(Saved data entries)
- - - -

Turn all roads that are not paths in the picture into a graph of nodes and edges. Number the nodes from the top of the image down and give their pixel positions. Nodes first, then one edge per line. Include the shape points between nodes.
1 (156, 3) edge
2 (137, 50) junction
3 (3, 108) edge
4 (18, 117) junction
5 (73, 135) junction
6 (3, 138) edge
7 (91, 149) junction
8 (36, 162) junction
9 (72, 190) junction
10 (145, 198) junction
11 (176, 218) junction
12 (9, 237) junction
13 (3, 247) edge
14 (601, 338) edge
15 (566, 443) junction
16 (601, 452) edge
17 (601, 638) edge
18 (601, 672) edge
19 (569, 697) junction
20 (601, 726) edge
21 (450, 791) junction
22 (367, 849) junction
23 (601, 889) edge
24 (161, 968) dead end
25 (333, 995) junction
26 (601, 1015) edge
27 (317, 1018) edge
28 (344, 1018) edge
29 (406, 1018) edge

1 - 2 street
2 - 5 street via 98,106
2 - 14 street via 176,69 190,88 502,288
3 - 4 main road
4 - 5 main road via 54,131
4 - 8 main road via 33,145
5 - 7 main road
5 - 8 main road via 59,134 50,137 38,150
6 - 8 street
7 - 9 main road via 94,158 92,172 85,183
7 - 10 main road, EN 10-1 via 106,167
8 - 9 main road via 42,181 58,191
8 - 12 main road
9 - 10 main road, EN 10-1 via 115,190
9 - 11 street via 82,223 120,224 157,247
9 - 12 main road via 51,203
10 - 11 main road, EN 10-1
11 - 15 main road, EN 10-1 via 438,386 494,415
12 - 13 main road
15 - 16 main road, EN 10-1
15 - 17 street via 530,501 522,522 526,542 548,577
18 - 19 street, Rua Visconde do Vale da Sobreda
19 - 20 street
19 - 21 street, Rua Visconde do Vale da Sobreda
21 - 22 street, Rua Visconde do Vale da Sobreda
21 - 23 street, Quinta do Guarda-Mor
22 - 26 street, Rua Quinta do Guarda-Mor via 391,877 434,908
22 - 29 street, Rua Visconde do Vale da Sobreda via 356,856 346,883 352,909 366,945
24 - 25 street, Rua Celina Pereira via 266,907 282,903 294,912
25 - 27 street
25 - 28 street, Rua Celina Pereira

- - - -

**Exercise**
An exact copy of every line above is what this asks for.

**Exercise response**
Turn all roads that are not paths in the picture into a graph of nodes and edges. Number the nodes from the top of the image down and give their pixel positions. Nodes first, then one edge per line. Include the shape points between nodes.
1 (156, 3) edge
2 (137, 50) junction
3 (3, 108) edge
4 (18, 117) junction
5 (73, 135) junction
6 (3, 138) edge
7 (91, 149) junction
8 (36, 162) junction
9 (72, 190) junction
10 (145, 198) junction
11 (176, 218) junction
12 (9, 237) junction
13 (3, 247) edge
14 (601, 338) edge
15 (566, 443) junction
16 (601, 452) edge
17 (601, 638) edge
18 (601, 672) edge
19 (569, 697) junction
20 (601, 726) edge
21 (450, 791) junction
22 (367, 849) junction
23 (601, 889) edge
24 (161, 968) dead end
25 (333, 995) junction
26 (601, 1015) edge
27 (317, 1018) edge
28 (344, 1018) edge
29 (406, 1018) edge

1 - 2 street
2 - 5 street via 98,106
2 - 14 street via 176,69 190,88 502,288
3 - 4 main road
4 - 5 main road via 54,131
4 - 8 main road via 33,145
5 - 7 main road
5 - 8 main road via 59,134 50,137 38,150
6 - 8 street
7 - 9 main road via 94,158 92,172 85,183
7 - 10 main road, EN 10-1 via 106,167
8 - 9 main road via 42,181 58,191
8 - 12 main road
9 - 10 main road, EN 10-1 via 115,190
9 - 11 street via 82,223 120,224 157,247
9 - 12 main road via 51,203
10 - 11 main road, EN 10-1
11 - 15 main road, EN 10-1 via 438,386 494,415
12 - 13 main road
15 - 16 main road, EN 10-1
15 - 17 street via 530,501 522,522 526,542 548,577
18 - 19 street, Rua Visconde do Vale da Sobreda
19 - 20 street
19 - 21 street, Rua Visconde do Vale da Sobreda
21 - 22 street, Rua Visconde do Vale da Sobreda
21 - 23 street, Quinta do Guarda-Mor
22 - 26 street, Rua Quinta do Guarda-Mor via 391,877 434,908
22 - 29 street, Rua Visconde do Vale da Sobreda via 356,856 346,883 352,909 366,945
24 - 25 street, Rua Celina Pereira via 266,907 282,903 294,912
25 - 27 street
25 - 28 street, Rua Celina Pereira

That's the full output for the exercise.